At the time of writing, Tasty only imports EasyRecipe recipes. However, they’re quickly improving their plugin and will surely include more plugins over time. (Email their support team to cast your vote!) Notably, their importer is typically flawless, including importing of links.
There’s this user experience dilemma where we (a) want to give users as much control as they might need and (b) want to make sure they can’t mess up. So it’s easy to understand why one would choose to enable rich formatting in their recipe ingredients and instructions section: they want you to have control over your site (good), allowing out-of-the-box support for things such as affiliate links (also good). However, this kind of power opens type-A people to headache (bad), international readers to headache (also bad), and even power users to headache (again, bad).
Using a rich formatting box is an easy way to give advanced features to the user. You can have multiple ingredient or instruction sections separated by headers and you can add affiliate links to your ingredients – all while using a similar interface to what you’re used to with EasyRecipe. It’s super intuitive for the recipe author.

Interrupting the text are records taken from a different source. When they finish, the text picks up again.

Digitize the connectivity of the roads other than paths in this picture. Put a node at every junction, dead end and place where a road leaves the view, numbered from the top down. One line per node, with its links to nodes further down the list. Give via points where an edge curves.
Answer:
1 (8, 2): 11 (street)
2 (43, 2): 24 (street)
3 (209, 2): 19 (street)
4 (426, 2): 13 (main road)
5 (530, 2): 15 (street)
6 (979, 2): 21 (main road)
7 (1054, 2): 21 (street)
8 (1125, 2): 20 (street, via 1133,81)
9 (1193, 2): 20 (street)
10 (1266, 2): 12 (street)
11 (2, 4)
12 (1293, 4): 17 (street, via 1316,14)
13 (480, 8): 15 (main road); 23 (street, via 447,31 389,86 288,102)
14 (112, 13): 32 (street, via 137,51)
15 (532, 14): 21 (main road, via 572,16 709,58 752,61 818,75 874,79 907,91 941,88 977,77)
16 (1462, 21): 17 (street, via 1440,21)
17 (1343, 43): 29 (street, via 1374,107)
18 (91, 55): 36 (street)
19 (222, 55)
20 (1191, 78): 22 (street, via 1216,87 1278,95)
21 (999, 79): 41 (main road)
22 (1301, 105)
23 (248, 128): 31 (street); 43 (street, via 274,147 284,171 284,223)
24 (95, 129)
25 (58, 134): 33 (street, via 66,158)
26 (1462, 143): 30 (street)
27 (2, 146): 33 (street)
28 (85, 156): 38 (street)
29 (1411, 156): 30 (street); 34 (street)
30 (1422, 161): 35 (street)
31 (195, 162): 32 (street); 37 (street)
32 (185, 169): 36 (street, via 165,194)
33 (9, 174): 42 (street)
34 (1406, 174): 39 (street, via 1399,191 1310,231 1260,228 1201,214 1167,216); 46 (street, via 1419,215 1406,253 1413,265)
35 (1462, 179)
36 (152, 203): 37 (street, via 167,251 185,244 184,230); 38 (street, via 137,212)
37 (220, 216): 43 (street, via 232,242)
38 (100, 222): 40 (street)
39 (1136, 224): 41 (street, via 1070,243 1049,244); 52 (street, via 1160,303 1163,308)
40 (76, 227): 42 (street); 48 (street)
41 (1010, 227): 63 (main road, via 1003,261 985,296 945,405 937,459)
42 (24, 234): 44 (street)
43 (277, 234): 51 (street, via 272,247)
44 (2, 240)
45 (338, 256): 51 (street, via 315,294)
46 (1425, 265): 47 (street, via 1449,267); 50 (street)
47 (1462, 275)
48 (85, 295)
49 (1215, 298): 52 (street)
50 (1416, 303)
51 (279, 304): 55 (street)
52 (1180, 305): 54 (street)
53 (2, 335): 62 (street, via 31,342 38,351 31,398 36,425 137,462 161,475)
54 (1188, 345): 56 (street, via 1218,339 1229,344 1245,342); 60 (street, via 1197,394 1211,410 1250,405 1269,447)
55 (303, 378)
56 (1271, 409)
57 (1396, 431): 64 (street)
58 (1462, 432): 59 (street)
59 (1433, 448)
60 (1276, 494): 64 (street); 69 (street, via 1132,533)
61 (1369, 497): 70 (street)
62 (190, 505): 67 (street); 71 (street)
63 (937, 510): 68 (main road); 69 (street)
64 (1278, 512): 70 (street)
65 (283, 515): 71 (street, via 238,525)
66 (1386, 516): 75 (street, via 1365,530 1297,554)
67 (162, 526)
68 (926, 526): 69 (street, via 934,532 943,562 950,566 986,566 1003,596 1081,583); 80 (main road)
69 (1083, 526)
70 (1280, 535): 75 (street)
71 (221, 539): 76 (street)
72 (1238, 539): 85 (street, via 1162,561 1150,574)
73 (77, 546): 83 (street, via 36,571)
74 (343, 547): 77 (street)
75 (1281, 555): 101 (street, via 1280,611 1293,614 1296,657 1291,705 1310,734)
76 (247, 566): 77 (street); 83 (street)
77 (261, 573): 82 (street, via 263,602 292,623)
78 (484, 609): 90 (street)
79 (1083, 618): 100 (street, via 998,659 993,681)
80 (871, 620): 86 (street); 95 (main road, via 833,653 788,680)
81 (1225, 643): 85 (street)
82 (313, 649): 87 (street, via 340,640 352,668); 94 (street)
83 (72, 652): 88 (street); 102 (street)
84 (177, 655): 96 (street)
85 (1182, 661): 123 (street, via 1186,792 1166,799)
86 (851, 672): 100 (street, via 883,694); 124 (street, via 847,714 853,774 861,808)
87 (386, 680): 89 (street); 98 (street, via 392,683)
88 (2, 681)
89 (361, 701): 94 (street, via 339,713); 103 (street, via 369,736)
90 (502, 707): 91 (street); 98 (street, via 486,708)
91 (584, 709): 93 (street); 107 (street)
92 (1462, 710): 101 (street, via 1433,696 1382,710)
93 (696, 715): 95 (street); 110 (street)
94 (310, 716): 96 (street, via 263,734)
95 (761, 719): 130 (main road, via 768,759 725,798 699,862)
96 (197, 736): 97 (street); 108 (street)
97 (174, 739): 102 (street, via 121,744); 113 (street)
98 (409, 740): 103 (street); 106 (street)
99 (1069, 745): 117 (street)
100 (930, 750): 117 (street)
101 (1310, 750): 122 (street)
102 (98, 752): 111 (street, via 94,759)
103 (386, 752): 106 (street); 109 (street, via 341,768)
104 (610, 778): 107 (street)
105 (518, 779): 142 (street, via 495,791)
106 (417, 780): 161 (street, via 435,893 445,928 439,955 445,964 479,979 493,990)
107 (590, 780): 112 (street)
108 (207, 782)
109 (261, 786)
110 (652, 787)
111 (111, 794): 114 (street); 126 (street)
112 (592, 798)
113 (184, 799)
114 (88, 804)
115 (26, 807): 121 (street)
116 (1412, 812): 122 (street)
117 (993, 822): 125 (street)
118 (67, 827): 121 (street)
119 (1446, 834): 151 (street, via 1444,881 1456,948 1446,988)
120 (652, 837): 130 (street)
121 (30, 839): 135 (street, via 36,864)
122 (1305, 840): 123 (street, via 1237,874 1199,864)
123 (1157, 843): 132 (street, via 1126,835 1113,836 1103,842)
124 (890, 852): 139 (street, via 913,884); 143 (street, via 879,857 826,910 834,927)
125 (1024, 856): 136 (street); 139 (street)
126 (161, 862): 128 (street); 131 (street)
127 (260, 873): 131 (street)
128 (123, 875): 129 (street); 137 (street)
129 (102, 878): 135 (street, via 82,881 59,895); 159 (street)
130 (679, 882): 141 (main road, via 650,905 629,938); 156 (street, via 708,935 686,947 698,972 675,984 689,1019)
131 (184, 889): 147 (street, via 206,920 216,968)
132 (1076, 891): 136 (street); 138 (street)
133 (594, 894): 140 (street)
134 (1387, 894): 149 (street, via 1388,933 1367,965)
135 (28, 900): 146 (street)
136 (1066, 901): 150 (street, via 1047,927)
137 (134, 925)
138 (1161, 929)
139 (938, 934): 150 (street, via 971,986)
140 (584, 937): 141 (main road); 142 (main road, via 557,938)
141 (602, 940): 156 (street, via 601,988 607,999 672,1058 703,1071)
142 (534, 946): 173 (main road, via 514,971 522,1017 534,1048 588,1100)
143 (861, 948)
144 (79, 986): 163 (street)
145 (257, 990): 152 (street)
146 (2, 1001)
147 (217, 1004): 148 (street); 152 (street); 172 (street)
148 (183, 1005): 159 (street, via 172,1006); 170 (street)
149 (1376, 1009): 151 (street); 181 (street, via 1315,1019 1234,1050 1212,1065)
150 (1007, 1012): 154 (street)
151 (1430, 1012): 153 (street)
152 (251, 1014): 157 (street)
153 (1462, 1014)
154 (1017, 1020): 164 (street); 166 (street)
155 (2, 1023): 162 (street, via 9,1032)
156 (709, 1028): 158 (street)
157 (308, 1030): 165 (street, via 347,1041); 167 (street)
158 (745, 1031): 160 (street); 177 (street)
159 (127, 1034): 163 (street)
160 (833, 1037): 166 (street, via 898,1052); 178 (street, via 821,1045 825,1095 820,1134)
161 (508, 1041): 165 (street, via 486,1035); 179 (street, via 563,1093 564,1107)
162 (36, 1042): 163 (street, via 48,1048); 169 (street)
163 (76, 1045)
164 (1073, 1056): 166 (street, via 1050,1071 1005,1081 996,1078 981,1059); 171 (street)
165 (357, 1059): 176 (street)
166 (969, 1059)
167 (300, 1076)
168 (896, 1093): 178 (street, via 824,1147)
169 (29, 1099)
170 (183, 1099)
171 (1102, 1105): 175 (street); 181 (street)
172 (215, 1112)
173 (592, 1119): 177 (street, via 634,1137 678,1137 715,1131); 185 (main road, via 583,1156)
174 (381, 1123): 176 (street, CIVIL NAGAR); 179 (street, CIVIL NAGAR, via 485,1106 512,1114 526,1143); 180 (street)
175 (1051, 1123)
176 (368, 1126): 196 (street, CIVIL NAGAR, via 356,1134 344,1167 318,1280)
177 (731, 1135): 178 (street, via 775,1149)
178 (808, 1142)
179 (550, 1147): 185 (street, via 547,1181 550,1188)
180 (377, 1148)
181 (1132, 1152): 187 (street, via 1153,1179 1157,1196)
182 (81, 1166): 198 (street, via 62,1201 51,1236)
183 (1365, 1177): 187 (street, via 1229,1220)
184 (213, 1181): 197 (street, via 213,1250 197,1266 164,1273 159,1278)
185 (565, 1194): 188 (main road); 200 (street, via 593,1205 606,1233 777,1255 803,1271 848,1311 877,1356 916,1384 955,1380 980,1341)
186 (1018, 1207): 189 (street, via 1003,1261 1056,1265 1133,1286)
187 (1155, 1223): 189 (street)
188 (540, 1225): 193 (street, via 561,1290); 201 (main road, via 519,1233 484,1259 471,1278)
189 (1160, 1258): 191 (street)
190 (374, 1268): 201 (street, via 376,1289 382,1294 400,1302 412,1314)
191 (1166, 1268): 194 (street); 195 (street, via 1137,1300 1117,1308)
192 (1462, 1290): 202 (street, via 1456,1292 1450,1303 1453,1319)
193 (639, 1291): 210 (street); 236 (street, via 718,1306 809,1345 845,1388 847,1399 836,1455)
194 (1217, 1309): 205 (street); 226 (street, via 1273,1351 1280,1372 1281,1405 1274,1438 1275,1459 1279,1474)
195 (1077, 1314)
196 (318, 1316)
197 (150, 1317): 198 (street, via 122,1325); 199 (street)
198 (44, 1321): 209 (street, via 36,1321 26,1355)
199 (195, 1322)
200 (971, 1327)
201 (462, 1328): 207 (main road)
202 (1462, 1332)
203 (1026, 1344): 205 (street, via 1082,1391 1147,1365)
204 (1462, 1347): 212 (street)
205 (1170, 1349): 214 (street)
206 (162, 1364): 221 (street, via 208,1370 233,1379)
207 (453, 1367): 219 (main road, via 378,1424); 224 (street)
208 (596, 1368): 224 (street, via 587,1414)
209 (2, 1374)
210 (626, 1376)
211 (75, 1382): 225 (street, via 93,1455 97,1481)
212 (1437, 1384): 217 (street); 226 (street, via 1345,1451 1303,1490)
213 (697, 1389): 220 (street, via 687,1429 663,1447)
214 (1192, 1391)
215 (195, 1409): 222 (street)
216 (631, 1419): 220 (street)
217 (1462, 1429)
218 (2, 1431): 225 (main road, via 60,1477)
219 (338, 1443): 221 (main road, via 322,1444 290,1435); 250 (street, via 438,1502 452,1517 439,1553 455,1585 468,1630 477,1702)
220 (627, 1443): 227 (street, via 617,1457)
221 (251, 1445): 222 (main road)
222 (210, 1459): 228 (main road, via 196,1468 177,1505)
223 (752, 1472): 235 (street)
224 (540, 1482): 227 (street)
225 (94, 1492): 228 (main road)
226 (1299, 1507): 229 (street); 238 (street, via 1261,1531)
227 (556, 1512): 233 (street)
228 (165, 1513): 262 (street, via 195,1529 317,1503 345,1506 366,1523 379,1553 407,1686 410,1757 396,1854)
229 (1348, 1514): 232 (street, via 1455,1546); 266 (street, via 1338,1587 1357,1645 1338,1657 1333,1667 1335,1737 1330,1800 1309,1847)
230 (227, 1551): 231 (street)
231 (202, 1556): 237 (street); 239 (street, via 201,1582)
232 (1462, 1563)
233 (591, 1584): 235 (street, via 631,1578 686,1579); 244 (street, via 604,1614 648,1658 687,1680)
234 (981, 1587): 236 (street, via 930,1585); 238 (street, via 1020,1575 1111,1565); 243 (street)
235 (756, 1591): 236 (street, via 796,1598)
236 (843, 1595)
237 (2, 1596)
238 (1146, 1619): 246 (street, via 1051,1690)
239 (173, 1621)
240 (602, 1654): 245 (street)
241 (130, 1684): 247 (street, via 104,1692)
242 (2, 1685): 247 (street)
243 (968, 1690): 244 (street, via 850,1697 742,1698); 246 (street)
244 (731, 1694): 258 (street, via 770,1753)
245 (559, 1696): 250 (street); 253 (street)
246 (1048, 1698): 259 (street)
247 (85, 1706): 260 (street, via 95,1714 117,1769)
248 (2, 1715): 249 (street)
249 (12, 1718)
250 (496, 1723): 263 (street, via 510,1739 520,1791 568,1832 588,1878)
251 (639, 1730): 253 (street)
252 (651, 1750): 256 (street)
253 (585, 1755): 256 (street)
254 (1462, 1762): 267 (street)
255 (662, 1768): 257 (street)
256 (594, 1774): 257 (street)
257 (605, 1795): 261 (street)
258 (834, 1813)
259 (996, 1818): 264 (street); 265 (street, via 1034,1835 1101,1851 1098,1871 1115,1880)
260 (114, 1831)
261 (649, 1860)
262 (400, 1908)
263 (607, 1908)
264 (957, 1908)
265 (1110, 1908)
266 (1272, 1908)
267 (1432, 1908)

That said, you get this functionality with a trade-off.
- Type-A blog owners have to manually format their lists exactly the same in every single recipe. I definitely think the recipe plugin should do this for you, meaning you can easily modify it, using PHP or CSS, to look exactly how you like it across ALL recipes. Instead, you have to update every single recipe if you want to make a formatting change. When you have a large blog, you quickly learn how much you don’t want to be put into this position.
- International readers don’t have imperial-metric conversion support. (Note: this may be coming, as serving sizes are now supported.)
If you converted all of your recipes to Tasty today, then deactivated your plugin, you’d be in bad shape… you’d have no recipes in your posts! This is the kind of problem many people want to avoid, having experienced a similar issue with Ziplist in the past. That said, their team has already expressed that this item is currently in progress, so I’ll leave it at that. Definitely read the other recipe reviews for more information on this. 🙂
Right now, I still think you’re best off going with WP Recipe Maker. It’s the most feature-rich and comprehensive plugin, plus it’s got a lot of long-term functionality support for you to grow into. That said, Tasty already shows more promise, in my opinion, than Cookbook. If you’re coming from EasyRecipe, have a lot of recipes, and don’t want to change your workflow, Tasty is a great, low-risk option for you.